#ubuntu-eu 2011-01-19
<jpds> zed_: Is it known that eshu isn't updating it's noris.net slaves?
#ubuntu-eu 2011-01-20
<Agafonov> hi! is nsset still working? ;)
<apollo13> Agafonov: on ubuntu 8.04 probably, I suggest using nsupdate
<Agafonov> apollo13: it said NOERROR but noris servers are not updated
<apollo13> hmk
<apollo13> lemme check
<Agafonov> thanks!
<apollo13> Agafonov: okay, tell me what you want to do and I show you what to do
<apollo13> or what you tried
<Agafonov> I'm trying to update A record
<apollo13> updating noris takes some minutes, have to check with matthias if it really happened, so what's the subdomain you are trying to add?

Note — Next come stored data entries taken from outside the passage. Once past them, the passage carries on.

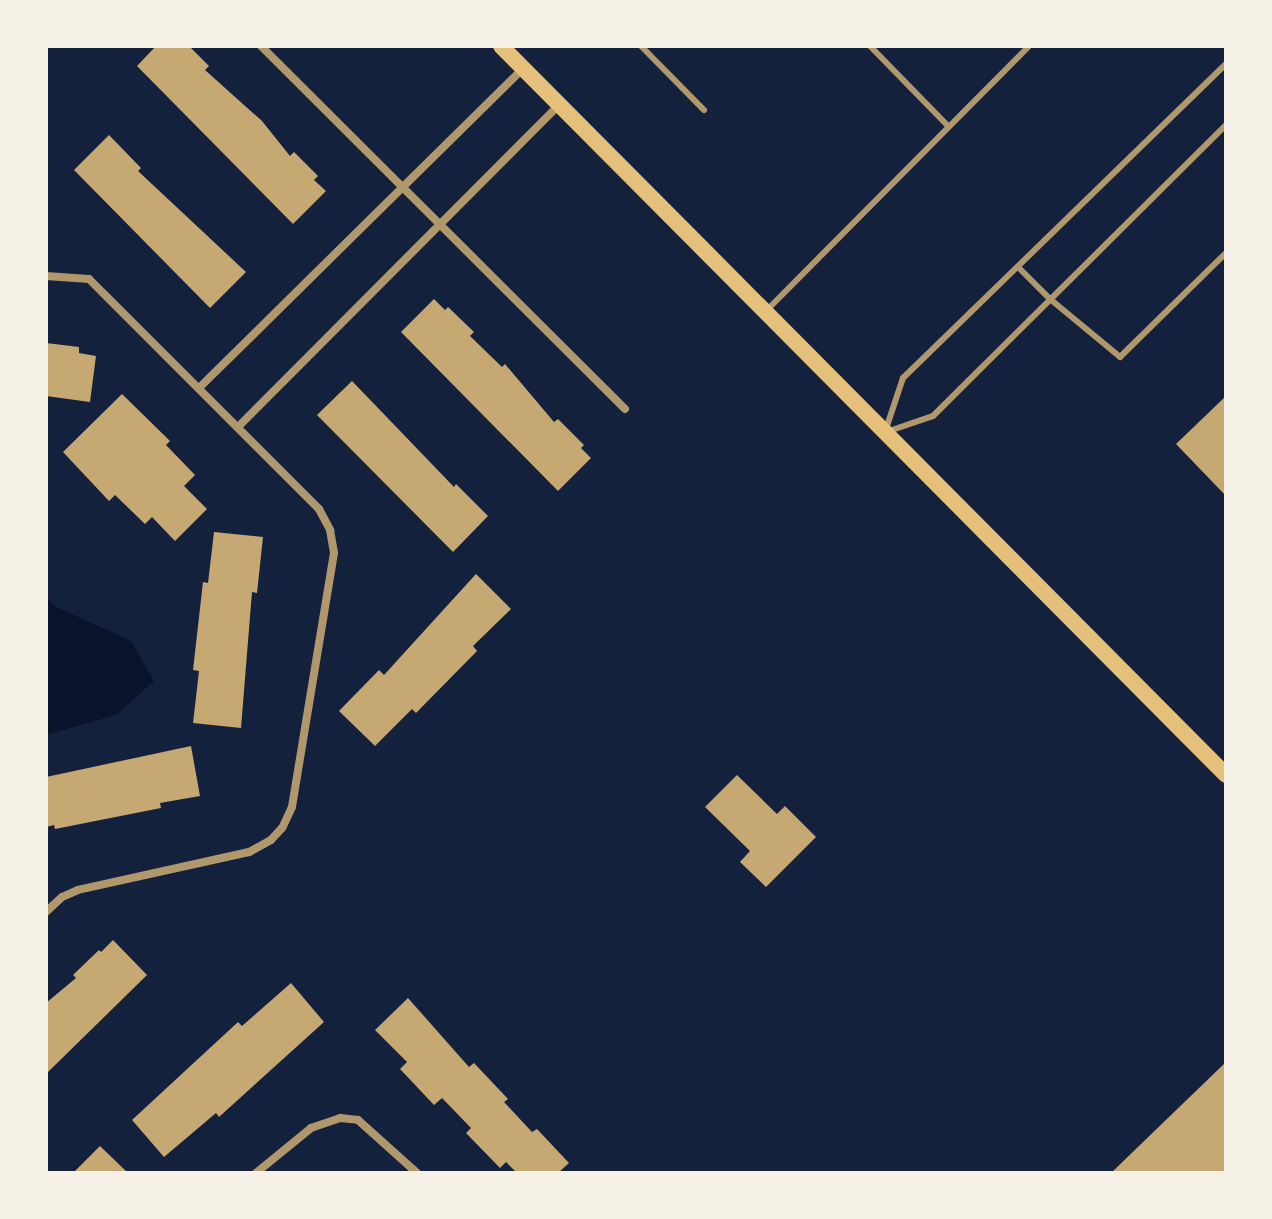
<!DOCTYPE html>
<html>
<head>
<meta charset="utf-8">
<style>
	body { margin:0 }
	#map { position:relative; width:1272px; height:1219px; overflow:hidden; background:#14213d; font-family:"Exo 2",sans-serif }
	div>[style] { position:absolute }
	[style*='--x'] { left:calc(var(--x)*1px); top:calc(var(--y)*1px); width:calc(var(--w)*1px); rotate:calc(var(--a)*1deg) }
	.water>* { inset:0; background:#0b132b }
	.building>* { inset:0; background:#c6a872 }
	.service>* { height:6px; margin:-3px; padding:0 3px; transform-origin:3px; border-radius:3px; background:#b1986c }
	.minor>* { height:8px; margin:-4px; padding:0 4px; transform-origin:4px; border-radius:4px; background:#b1986c }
	.secondary>* { height:16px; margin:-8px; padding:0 8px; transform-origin:8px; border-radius:8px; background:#e5c07b }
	span { translate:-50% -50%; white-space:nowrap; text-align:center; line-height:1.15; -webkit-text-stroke:7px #f6f1e7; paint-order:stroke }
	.frame { position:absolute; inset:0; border:48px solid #f6f1e7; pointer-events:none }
</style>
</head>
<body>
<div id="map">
	<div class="water">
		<i style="clip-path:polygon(46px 596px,54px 606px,131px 641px,154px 681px,116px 715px,46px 735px)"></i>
	</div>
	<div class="building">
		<i style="clip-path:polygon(156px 46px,189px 46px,209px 66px,205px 70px,262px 121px,290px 156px,294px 152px,318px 176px,314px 180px,326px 191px,293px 224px,137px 66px)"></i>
		<i style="clip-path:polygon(109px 135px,141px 168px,138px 171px,246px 272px,210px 308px,74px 170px)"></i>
		<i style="clip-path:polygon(434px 299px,445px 310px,448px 307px,474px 332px,470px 336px,502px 367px,505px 364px,554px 422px,558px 419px,584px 445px,581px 448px,591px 458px,558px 491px,401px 332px)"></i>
		<i style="clip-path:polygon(46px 343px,79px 347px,79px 353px,96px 356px,90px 402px,46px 396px)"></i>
		<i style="clip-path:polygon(352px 381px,454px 487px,456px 484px,488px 516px,453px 552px,317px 415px)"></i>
		<i style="clip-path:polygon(122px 394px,170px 441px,166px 445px,195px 475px,184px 486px,207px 509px,175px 541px,152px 517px,145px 524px,115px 495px,109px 501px,63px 452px)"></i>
		<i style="clip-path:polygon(1226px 396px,1226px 496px,1176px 444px)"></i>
		<i style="clip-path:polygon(214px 532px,263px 537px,257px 593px,252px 592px,241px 728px,193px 723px,199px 671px,193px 670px,203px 582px,208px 583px)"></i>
		<i style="clip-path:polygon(476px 574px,511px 609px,473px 646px,477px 651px,416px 713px,412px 709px,375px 746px,339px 711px,379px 670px,384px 675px)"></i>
		<i style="clip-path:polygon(191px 746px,200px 796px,160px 803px,161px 808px,55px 829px,54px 825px,46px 827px,46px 777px)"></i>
		<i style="clip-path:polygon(737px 775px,777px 814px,785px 806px,816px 837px,766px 887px,740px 862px,750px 851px,705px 807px)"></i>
		<i style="clip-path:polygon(113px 940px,147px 975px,46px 1074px,46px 1003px,76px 978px,73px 975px,99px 950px,101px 952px)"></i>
		<i style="clip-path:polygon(291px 983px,324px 1022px,219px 1117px,216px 1113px,164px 1157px,132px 1120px,238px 1022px,242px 1026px)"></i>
		<i style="clip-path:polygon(408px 998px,469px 1067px,474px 1063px,508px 1099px,504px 1102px,532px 1132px,537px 1129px,569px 1163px,558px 1173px,517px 1173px,506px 1162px,500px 1168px,466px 1133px,471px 1128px,442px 1098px,434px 1105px,400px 1069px,407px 1062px,375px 1030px)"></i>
		<i style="clip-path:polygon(1226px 1062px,1226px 1173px,1111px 1173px)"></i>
		<i style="clip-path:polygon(100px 1146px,128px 1173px,73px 1173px)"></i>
	</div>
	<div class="service">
		<i style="--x:641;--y:46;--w:90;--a:45.5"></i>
		<i style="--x:870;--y:46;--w:110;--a:45.7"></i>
		<i style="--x:1019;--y:268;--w:44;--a:45"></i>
		<i style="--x:1050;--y:299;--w:91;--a:39.6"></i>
		<i style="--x:1120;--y:357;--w:148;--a:-44.5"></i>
		<i style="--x:768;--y:309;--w:371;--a:-45.2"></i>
		<i style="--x:886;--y:429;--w:54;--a:-71.6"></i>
		<i style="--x:903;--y:378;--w:450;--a:-44.2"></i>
		<i style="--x:889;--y:431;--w:46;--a:-18.8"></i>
		<i style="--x:933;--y:416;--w:413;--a:-44.8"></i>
	</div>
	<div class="minor">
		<i style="--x:261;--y:46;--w:514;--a:44.92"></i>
		<i style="--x:46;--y:276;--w:43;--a:4"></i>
		<i style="--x:89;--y:279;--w:325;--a:45"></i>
		<i style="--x:319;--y:509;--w:24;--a:62"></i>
		<i style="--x:330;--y:530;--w:23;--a:80"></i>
		<i style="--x:334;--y:553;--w:257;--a:99.4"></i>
		<i style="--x:292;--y:807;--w:23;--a:115"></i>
		<i style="--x:282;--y:828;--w:16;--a:133"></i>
		<i style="--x:271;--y:840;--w:25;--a:151"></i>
		<i style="--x:249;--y:852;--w:175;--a:167.5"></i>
		<i style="--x:78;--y:890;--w:17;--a:156"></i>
		<i style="--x:62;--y:897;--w:22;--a:137"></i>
		<i style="--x:199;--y:388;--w:455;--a:-44.6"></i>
		<i style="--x:239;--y:426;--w:455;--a:-45.1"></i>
		<i style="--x:256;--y:1173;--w:71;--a:-39.3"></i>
		<i style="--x:311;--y:1128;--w:31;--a:-19"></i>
		<i style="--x:340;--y:1118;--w:18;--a:6"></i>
		<i style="--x:358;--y:1120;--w:79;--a:41.9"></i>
	</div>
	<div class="secondary">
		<i style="--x:501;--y:46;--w:1028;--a:45.16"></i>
	</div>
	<div class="frame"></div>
</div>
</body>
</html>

<Agafonov> ./nsset -z ubuntu.ru -u kuban.ubuntu.ru
<Agafonov> A 81.177.6.215
<Agafonov> ^D
<Agafonov> NOERROR
<apollo13> ok eshu updated it, when did you do that?
<Agafonov> 35 minutes ago
<Agafonov> it was much faster last time I did the same
<apollo13> Agafonov: will get back to you as soon as I know more, try to stay here ;)
#ubuntu-eu 2011-01-21
<apollo13> Agafonov:  dig kuban.ubuntu.ru @dns1.noris.net looks okay? I guess it should work again from now on^^
<Agafonov> apollo13: wow, thanks!!! ;)
<zed_> apollo13: you should see eshu notifying noris' dns servers in the logs...
<apollo13> zed_: I do, since today ;)
#ubuntu-eu 2014-01-14
<zed> pou/clear
#ubuntu-eu 2014-01-18
<zed_> pouet